BRASILIA (Reuters) - Royal Dutch Shell PLC is ready to start negotiating with potential clients the sale of future solar power on Brazil’s free energy market from its first farms due to start operating in 2023, Shell’s solar business development manager for Latin America said.
In a telephone interview on Monday, Maria Gabriela da Rocha said the startup date would depend on the negotiations and was part of Shell’s strategy to move into renewable energy, betting on industries’ increasingly wanting to sign long-term clean energy contracts.
“For the last two years, we have focused mainly on building up our portfolio. Now we will start talking to clients with products in hand to offer,” she said.
Shell’s solar projects are in an advanced stage of development, specially in Minas Gerais state, Rocha noted.

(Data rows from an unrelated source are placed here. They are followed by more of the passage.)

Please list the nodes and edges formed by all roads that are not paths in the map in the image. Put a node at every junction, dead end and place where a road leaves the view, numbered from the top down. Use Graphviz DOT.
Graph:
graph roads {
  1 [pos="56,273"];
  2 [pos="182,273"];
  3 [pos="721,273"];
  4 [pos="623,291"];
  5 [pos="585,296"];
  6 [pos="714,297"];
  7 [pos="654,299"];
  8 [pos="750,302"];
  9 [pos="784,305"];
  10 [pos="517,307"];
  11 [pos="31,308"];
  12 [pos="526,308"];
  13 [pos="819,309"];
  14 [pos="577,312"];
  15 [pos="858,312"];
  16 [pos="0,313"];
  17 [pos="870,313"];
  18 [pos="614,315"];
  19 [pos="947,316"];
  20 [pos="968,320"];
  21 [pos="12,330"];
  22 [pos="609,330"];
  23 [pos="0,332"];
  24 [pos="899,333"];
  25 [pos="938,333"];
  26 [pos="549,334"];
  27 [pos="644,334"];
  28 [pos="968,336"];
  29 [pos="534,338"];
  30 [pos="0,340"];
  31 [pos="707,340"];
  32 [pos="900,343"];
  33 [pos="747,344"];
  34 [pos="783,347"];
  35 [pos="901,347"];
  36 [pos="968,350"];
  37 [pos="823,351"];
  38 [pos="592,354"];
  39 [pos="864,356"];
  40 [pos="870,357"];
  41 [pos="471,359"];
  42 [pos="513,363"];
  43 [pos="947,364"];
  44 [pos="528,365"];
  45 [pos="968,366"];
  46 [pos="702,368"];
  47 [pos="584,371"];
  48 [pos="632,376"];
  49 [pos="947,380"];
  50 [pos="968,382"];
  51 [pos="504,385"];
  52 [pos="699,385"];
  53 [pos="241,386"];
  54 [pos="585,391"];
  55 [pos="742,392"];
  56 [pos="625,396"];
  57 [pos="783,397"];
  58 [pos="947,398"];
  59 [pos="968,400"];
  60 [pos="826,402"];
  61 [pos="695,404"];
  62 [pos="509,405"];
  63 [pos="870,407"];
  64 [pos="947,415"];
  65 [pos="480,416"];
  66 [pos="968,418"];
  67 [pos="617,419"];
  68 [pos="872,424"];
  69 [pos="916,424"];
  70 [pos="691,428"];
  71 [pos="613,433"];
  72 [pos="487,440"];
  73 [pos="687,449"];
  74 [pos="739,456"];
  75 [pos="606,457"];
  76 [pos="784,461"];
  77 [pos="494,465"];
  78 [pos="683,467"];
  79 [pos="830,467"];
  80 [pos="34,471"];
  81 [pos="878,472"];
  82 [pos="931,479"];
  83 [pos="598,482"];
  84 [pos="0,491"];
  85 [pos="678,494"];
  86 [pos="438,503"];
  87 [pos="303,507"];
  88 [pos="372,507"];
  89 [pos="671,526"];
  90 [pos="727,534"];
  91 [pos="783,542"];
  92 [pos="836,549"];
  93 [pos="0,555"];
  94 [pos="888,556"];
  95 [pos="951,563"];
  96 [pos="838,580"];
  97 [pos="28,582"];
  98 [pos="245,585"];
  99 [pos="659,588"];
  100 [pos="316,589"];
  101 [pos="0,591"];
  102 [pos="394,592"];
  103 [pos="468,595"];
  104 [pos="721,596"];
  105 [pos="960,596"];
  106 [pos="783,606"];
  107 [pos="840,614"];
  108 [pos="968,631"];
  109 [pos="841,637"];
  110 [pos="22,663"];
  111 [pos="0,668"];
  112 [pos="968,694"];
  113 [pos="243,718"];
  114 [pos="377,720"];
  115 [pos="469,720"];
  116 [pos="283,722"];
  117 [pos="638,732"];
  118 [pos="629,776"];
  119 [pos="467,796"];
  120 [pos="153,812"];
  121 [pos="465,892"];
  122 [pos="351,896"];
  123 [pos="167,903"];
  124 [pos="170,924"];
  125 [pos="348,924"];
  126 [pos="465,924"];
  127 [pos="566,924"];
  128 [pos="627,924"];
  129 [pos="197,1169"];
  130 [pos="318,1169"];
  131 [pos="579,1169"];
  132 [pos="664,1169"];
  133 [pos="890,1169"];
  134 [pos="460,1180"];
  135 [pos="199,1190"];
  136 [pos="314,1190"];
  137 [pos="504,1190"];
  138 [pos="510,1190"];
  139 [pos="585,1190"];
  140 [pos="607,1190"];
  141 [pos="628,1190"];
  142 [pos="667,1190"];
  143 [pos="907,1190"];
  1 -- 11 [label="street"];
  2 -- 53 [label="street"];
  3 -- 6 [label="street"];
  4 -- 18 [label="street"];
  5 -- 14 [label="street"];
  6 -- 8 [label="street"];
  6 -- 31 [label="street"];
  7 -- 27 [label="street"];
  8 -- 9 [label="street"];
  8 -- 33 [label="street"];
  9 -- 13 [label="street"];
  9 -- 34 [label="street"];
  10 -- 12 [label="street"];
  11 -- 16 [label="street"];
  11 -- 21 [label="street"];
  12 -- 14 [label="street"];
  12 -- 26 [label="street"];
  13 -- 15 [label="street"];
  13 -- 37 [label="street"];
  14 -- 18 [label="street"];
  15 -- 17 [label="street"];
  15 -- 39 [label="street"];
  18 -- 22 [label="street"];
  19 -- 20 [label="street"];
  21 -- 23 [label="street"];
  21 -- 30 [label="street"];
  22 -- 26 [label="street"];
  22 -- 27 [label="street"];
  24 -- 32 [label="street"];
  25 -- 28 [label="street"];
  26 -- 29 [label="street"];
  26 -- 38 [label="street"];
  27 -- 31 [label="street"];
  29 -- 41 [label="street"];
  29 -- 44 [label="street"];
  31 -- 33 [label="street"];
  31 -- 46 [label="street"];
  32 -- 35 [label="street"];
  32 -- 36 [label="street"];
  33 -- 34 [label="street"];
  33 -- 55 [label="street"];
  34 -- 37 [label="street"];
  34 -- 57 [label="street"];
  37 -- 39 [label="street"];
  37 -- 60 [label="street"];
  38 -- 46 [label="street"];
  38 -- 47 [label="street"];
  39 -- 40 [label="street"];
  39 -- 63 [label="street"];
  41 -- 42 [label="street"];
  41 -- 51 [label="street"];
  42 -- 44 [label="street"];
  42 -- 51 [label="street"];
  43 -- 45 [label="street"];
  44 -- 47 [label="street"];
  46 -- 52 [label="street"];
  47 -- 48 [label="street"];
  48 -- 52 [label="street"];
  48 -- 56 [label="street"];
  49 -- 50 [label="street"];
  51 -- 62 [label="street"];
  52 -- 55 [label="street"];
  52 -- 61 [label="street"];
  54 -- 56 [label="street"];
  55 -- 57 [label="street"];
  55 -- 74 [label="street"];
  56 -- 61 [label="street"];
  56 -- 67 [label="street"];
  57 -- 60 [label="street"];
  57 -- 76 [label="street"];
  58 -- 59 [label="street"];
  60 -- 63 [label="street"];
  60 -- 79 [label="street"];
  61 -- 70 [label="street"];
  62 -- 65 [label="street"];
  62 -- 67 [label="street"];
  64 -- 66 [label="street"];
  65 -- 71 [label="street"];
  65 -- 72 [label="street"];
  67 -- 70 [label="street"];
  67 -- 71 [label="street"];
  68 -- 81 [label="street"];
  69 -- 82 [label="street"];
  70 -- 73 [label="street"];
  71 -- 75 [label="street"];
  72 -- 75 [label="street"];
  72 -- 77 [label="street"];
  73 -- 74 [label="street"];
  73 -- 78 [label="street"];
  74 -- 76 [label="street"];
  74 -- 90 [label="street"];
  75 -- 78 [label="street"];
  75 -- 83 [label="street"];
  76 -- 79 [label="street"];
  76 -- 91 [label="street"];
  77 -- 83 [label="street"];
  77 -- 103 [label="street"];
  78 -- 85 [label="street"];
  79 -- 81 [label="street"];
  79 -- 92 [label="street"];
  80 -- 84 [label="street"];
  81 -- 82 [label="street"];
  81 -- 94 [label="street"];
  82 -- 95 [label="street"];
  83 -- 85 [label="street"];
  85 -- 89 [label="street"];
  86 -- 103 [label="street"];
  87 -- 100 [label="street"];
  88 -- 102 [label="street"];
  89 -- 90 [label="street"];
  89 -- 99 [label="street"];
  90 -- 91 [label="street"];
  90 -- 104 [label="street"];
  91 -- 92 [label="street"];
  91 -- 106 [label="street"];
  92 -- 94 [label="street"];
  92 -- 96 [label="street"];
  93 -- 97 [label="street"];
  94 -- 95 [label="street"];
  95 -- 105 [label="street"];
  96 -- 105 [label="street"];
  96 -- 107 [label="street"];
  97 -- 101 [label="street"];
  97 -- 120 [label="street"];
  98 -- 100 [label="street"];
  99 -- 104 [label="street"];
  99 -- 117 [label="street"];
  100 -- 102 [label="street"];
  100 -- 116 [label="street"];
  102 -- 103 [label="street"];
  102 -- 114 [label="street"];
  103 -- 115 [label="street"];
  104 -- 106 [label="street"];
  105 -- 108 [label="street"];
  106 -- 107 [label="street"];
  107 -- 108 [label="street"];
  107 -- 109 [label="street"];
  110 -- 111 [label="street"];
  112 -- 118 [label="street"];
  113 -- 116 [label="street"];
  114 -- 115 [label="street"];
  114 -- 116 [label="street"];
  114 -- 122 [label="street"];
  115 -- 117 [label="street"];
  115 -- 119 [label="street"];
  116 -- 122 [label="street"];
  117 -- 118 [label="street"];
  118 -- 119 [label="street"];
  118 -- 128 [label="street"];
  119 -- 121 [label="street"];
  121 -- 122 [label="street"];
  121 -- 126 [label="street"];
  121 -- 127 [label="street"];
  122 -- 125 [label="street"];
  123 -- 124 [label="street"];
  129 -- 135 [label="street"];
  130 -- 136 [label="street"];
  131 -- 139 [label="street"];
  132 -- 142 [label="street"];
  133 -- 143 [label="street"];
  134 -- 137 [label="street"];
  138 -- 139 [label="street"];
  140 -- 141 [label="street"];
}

The first project that has already been registered with Brazil’s electricity regulator, ANEEL, is a 130-megawatt solar farm complex built in Brasilandia, Minas Gerais state, some 500 km (310 miles) from the city of Belo Horizonte, at an estimated cost of 500 million reais ($102 million).
Rocha said the majority of companies seeking clean energy contracts were multinational corporations with which Shell could negotiate internationally, while it also has a local sales unit negotiating in the local market in Brazil.
The executive said Shell was looking to be a big player in the Brazilian renewable energy market and had not ruled out acquisitions in the solar sector, including opportunities that might arise from the crisis brought by the coronavirus pandemic.
Shell’s top focus, however, is developing solar projects from scratch, from the selection of locations to the measuring of sun radiation.